Your instructions -> A single number is required: how many lines below include the string "linecap".

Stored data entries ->

------------------------------------

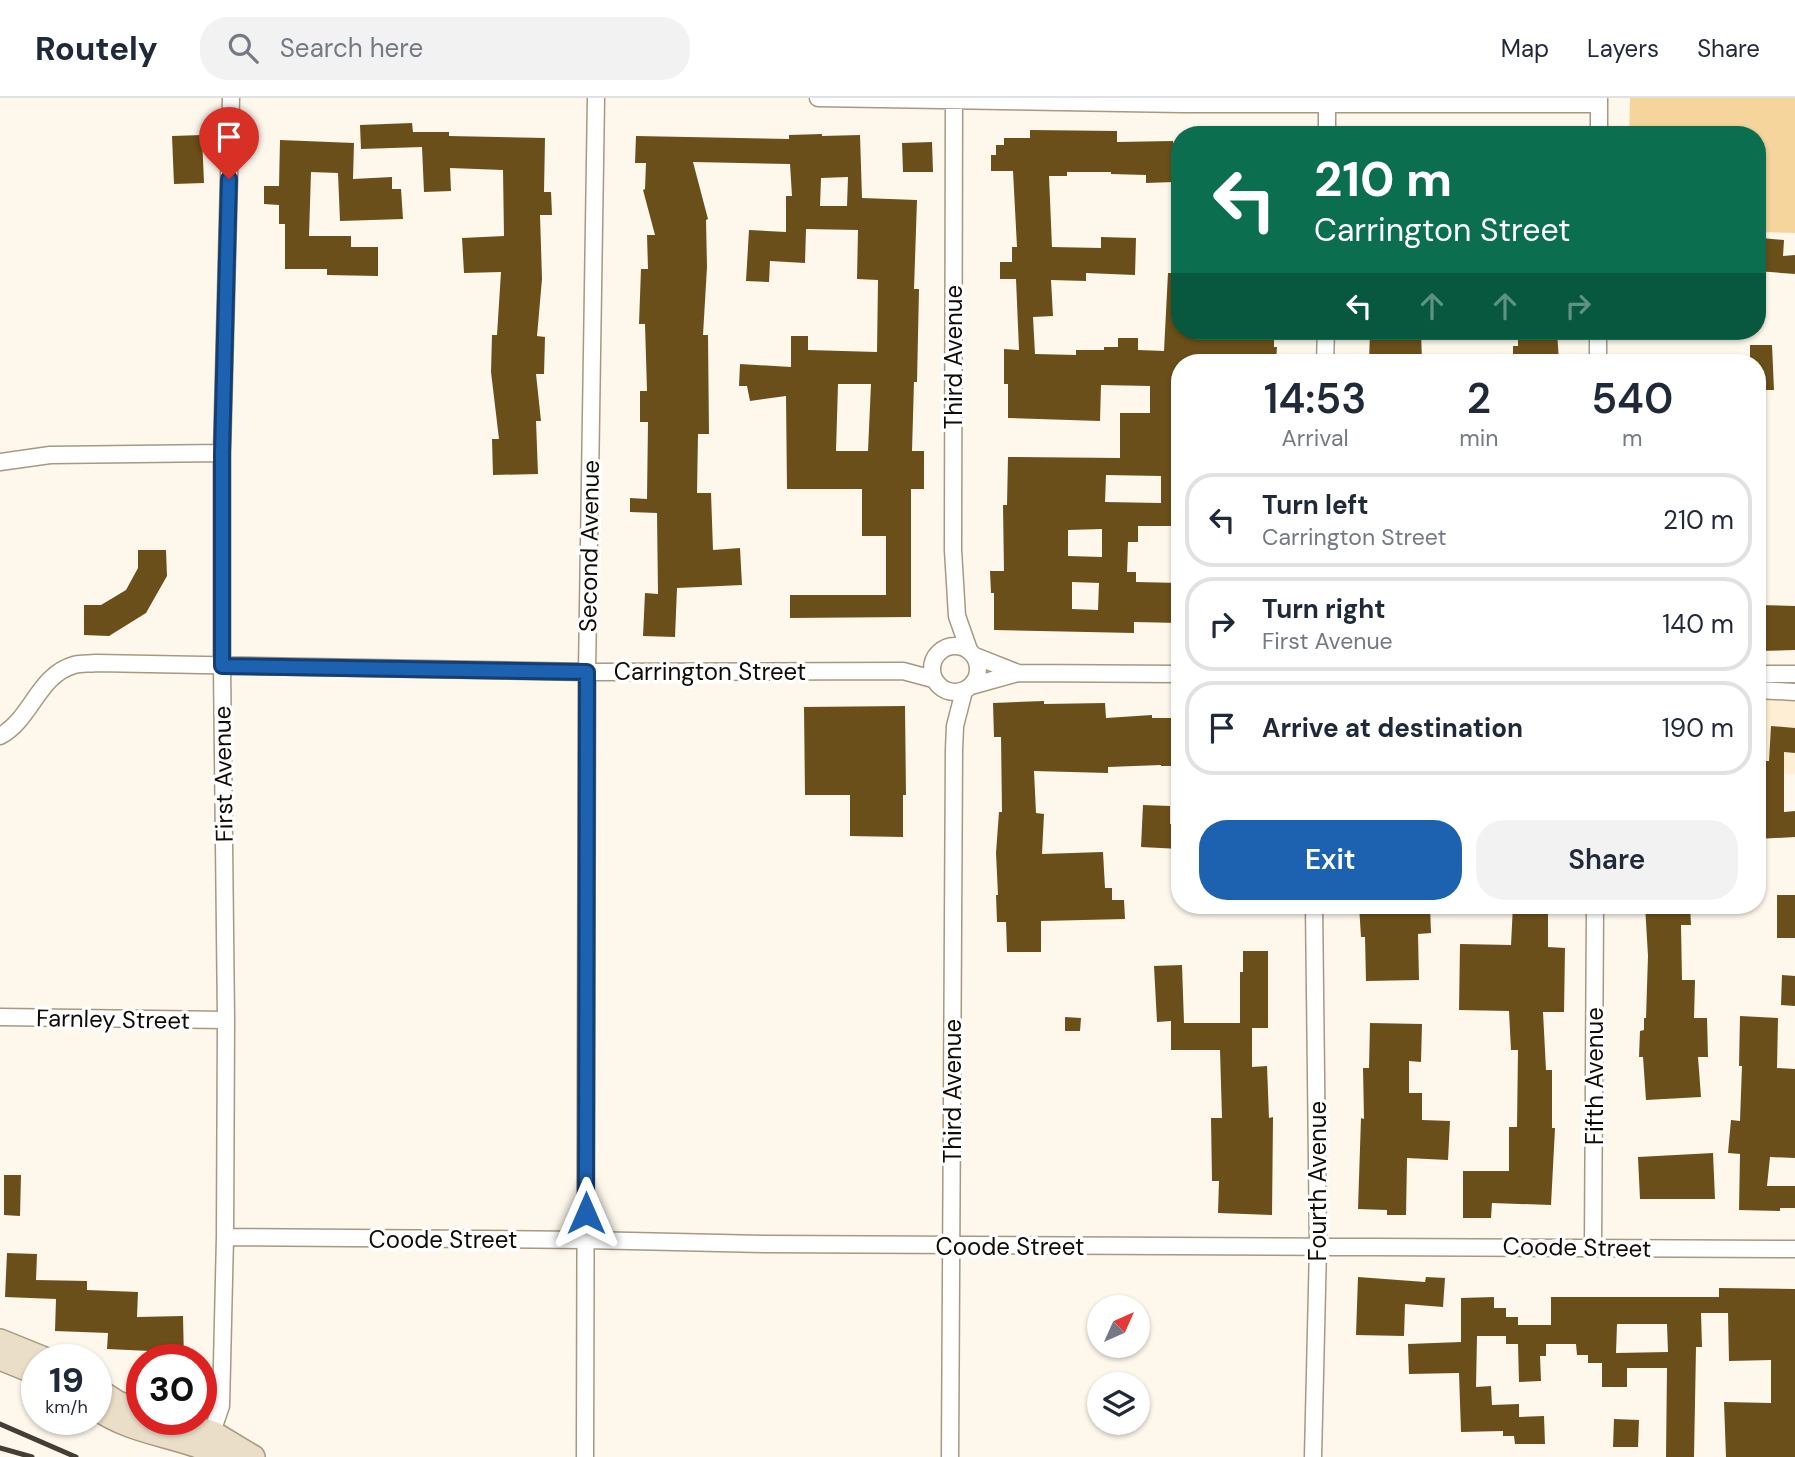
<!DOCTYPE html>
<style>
:root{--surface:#fff;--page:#f2f2f3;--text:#1f2937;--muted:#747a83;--line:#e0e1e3;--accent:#1d61b1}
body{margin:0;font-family:"DM Sans",sans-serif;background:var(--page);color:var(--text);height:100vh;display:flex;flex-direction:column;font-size:26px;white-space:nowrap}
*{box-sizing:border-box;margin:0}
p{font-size:23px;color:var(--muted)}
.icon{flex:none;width:38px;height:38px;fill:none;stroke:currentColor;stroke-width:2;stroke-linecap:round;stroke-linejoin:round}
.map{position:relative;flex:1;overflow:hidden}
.details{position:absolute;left:1171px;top:256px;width:595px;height:560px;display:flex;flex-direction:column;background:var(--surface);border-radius:28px;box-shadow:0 2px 5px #0004}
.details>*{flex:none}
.hud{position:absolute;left:1171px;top:28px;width:595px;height:214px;border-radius:28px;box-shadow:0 2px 5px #0004;background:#0b6e4f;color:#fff;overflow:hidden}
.needle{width:46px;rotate:45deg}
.tools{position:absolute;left:1087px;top:1197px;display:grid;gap:14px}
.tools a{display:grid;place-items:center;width:63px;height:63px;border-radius:50%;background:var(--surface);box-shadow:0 2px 5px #0004;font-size:35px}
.speed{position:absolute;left:21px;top:1246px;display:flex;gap:14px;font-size:35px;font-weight:700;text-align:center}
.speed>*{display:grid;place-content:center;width:91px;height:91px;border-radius:50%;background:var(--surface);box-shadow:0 2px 5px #0004;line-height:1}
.speed small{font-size:18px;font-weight:400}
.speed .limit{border:10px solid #d22;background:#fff;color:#111}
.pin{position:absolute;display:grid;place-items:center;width:60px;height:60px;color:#fff;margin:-72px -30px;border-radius:50% 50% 50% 0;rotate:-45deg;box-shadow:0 0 7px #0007}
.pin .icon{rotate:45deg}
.me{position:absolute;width:77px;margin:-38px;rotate:0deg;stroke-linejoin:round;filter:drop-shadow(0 0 5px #0008)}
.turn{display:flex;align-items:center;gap:24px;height:147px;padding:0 28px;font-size:32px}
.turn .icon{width:91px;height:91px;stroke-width:2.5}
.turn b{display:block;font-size:49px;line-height:60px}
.lanes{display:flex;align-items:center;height:66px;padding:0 28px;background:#0003;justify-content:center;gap:35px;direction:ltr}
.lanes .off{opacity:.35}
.eta{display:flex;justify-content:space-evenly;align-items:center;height:119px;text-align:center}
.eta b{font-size:42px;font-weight:600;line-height:49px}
.cta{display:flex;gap:14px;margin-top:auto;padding:14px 28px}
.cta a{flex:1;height:80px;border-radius:28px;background:var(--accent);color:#fff;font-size:28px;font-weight:600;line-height:80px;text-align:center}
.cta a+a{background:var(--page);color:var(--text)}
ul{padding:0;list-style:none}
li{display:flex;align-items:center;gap:21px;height:94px;margin:0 14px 10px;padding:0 14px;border:4px solid var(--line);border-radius:28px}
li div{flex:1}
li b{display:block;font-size:26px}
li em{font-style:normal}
header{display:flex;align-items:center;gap:42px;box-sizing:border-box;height:98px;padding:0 35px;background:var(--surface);border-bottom:2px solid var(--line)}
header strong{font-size:33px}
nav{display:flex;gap:38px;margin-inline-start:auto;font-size:24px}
.search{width:490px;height:63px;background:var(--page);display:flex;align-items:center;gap:18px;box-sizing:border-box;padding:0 24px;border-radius:28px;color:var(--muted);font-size:26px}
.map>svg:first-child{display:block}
.built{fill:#fdeed4}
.green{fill:#f6d59c}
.building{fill:#6b4f1a;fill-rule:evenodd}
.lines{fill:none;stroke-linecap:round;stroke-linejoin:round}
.street-casing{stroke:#a79881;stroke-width:19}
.secondary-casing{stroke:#a79881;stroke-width:26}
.street{stroke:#fff;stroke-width:16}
.secondary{stroke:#eadec8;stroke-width:23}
.rail{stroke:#443e37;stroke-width:5}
.route-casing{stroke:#133f73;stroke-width:18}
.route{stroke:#1d61b1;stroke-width:12}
.labels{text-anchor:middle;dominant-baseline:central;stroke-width:7;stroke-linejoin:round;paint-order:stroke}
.street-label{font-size:24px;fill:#100b04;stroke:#fff}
</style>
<header>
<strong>Routely</strong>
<div class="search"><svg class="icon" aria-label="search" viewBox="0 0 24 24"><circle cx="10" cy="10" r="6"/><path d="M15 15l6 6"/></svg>Search here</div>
<nav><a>Map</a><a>Layers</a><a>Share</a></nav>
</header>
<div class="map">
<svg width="1795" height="1359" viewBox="0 0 1795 1359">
<rect width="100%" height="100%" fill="#fdf7ec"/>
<path class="built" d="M1757,601h38v75h-38z"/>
<path class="green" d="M1630,0h165v135l-38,-1v-97h-128z"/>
<path class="building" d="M412,25l1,9h36v4l96,2 -1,54h7l1,23h-12l2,64 -5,57 8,1 -1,37h-8l5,47h-5l2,53 -45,1 -1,-36h7l-8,-67 1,-37h5l4,-63 -37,1 -2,-35 42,-2 -1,-66 -53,-2 1,23 -27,1 -2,-45 -61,2 -1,-24z
M1030,32l87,1v11l56,-1 1,41 -28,1v-8l-35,-1v-2h-44v4h-18l3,71 49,1v-11l35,1 -1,37 -49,-2v8l-35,-1 2,36 -20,1 2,37 41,1v-5h28v-3h14v-9h20v12l26,1 4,-78h12v58h94v16h3l-1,15h-96v164h-42v16h-10l-1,30h9v10l44,1v40l-46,-1v11l-140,-3v-37h-3l-1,-22h14l-1,-66h4l1,-48 112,1v-45h30v-27l-49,-1 -1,36 -92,-3v-34h-4v-35l15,1 -3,-71h-16v-17h12v-15h5l-4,-76h-22v-16h5v-10h8v-7h26zM1106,377l55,1v27l-56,-1zM1102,431v28l-34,-1v-26zM1072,484l27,1 -1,27 -26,-1z
M822,36v2l38,-1 2,63 55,2 -3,89h5l-2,93h-3l-2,69h12v38h-13v128l-121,1v-23h96v-59h-24v-47h-75l-1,-93 -36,5 -3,-15h-8l1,-22 51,3v-31h17v14l69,2 1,-72 -21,-1 1,-49 -52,-1 -1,34 -35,-2 -1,21 -23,-1 3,-51 37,2v-36h6l-2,-32 -97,-2 15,57 -2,1 1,47 -4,68h5l1,99h-11l-1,59h14l2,57 27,-2 2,37 -65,3 -2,49 -32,-1 2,-43 13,1 -1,-81 -27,-1v-14l17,1 1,-77h-8v-31h7l-2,-67h-6l2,-55h7l-1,-34h8l-12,-45 2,-1 1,-26h-11l1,-27 153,3v-4zM848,79l-1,29h-27l1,-28zM838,286h33l-3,67h-32z
M202,37l2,48 -30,1 -2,-48z
M280,42l74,3 -1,36 39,-2v12h9l2,30 -63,2 -2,-48 -27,-1 -2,64h42v11h27v29l-51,-1v-6h-42v-45h-6v-19l-15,-1v-18h15z
M932,44l1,30h-30l-1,-29z
M1762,140l22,2 -1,16 12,-1v19l-38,-3v-26h4z
M1370,233h51l1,31h-53z
M1518,233h39l2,31h-46v-16h5z
M1750,247h22l2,45h-17v-28h-7z
M138,452h28l1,26 -21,37 -37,23 -25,-1v-30h17l25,-15 12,-22z
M1757,507l38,1v44l-38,1z
M1044,603v3l61,-1 1,15 46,-3v3h28v48h-19v-1l-53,2v6l-74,-2 2,42 8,1 -2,40 61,-2 2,36h7v12h12l1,19 -84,2v31h-34l-1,-30h-9l-1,-27h2l-2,-42 3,-41h3l-1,-75h-7l-1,-34z
M905,608l1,89h-3v42l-53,-1v-41h-45l-1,-88z
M1771,628l24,2v25l-11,-1v60l11,-1v26l-38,2v-78h12z
M1143,707l27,1v18h10v25l-39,-2z
M1777,797h18v43h-18z
M1359,807h71l1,28 -13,1 1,46 -53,1 -1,-44h-4z
M1513,807h35v42l17,1 -1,64h-21l3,58h6v58h3l-4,77 -59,-2 -1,15h-28v-47h46v-44h8l1,-77h-7l-2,-39 -50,-1 1,-66 51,1z
M1645,807h45l1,20h-10l1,55h13l-1,38h13l1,39h-10l3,40 -55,3 -3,-43h-4l1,-26 4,-1v-12h2l2,-62z
M1243,853h25v77h-16v39l15,-1 2,52 4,-1 -1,98 -54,-2 1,-32h-7l-1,-63h11l-2,-68h-49v-29l-14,1 -3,-56 28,-1 2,58h56v-51h3z
M1782,877l13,1v30l-14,-1z
M1740,918l38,2 -1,50 18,1v89l-25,-1 -3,29h28v22h-15v3l-41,-1 1,-56 -12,-1 3,-33 9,1 2,-55h-3z
M1065,919l16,1 -1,13h-15z
M1370,925l52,1 -1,38 -12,-1v32h13v27l28,1 -2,39 -41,-2 -1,57h-19v-5l-29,-1 3,-91 3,1 -1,-51h6z
M1713,1055l2,46h-75l-2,-42z
M4,1077h17l-1,41 -16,-1z
M7,1155l30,1 -1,26 51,1v9l51,2 -1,25 46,-1 1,44h-33l-1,-9 -43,-2 1,-16 -53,-2 1,-32 -51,-2z
M1358,1179l67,5 1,-5 19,1 -2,29 -38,-3 -1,32 -48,-1z
M1719,1190l76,1v168h-69l-2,-55 47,1v-43l-42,1 -1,-48h-27l1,34h-6l-2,110h-28l1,-89h-40v19h-25v-24h-14v-8h-11l-1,-11h-30v12h-6l1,25 -22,1 -1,-38h-12v-8h-29l-1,51 15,-1 1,19 27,-1v13l25,-1 1,28h-30l-1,-8h-11v-5l-42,1 -2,-59 -50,1 -1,-30 53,-2v-44l33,-1v11h12v9h12v8h33v-28h168zM1617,1226h50l1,28 -52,1z
M1614,1321l25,1 -1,27h-25z"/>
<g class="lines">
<defs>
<path id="street" d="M818,0l364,6h417
M954,0l-1,452 4,66 12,34
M1327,37v-37
M1599,37v-37
M1325,264l1,-31
M1598,264v-31
M0,364l50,-7 172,-2
M932 571a23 23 0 1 1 46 0a23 23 0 1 1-46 0Z
M975,558l43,17
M1757,576h38
M971,588l47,-13 162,1
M1757,592l38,2
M0,638c31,-16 38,-61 74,-71 7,-2 15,-1 22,-2l491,9 316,-1 30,8
M0,919l226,3
M225,1139l361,3 178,4 1031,5
M1593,1150l2,-343
M209,1343l12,-35 4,-169 1,-217 -4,-354v-213l9,-355
M585,1359l2,-785 9,-574
M950,1359l4,-707 1,-24 9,-35
M1313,1359l5,-210 -4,-342"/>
<path id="secondary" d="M0,1243l47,19
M0,1260l37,15
M96,1291l20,13 26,11
M96,1310c38,27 87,27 127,49
M170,1323l43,12 40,24"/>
</defs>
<use href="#street" class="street-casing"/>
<use href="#secondary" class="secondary-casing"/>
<use href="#street" class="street"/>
<use href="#secondary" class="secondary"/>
<path class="rail" d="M0,1326l76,33
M0,1350l32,9"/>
</g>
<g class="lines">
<defs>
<path id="route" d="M229,81l-7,274v213l365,6 -1,541"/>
</defs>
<use href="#route" class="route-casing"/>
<use href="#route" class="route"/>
</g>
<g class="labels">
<g class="street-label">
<text transform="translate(953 259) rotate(-90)">Third Avenue</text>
<text transform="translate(589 448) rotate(-89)">Second Avenue</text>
<text x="710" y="573">Carrington Street</text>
<text transform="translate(223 676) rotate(-91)">First Avenue</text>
<text transform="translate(113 921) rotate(1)">Farnley Street</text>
<text transform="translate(1594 978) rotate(-90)">Fifth Avenue</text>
<text transform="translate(952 993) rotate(-90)">Third Avenue</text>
<text transform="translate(1317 1083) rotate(-90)">Fourth Avenue</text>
<text x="443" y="1141">Coode Street</text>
<text x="1010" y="1148">Coode Street</text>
<text transform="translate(1577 1149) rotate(1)">Coode Street</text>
</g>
</g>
</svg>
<div class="tools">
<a><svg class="needle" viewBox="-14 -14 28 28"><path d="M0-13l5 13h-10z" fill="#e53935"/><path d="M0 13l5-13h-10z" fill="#747a83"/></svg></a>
<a><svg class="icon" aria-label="layers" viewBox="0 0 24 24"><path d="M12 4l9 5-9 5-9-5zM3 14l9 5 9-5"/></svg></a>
</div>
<div class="speed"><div>19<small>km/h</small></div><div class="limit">30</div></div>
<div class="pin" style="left:229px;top:81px;background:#d93025"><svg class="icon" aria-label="arrive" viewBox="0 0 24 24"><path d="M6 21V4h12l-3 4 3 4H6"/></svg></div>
<svg class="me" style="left:586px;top:1115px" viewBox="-20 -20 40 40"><path d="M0-17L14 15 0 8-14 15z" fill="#1d61b1" stroke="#fff" stroke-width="4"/></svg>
<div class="hud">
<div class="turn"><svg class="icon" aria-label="left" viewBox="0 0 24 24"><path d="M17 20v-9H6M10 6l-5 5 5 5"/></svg><div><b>210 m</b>Carrington Street</div></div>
<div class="lanes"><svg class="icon" aria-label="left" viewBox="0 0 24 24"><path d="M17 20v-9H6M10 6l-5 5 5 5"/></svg><svg class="icon off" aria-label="ahead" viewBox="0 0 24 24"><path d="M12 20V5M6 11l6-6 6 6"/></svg><svg class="icon off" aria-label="ahead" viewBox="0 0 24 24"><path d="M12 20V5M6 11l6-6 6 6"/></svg><svg class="icon off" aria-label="right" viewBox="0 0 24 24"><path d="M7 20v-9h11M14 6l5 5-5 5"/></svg></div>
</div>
<section class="details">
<div class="eta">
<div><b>14:53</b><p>Arrival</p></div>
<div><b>2</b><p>min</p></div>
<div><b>540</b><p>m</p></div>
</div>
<ul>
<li><svg class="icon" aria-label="left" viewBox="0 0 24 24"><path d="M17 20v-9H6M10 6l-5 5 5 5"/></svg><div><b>Turn left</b><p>Carrington Street</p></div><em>210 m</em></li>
<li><svg class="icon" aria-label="right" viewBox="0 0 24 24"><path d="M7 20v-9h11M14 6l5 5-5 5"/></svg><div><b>Turn right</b><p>First Avenue</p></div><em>140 m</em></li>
<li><svg class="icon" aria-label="arrive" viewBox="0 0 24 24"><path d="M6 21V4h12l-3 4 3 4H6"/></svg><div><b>Arrive at destination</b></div><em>190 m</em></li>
</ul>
<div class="cta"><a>Exit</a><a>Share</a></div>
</section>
</div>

------------------------------------

Solution for this problem -> 2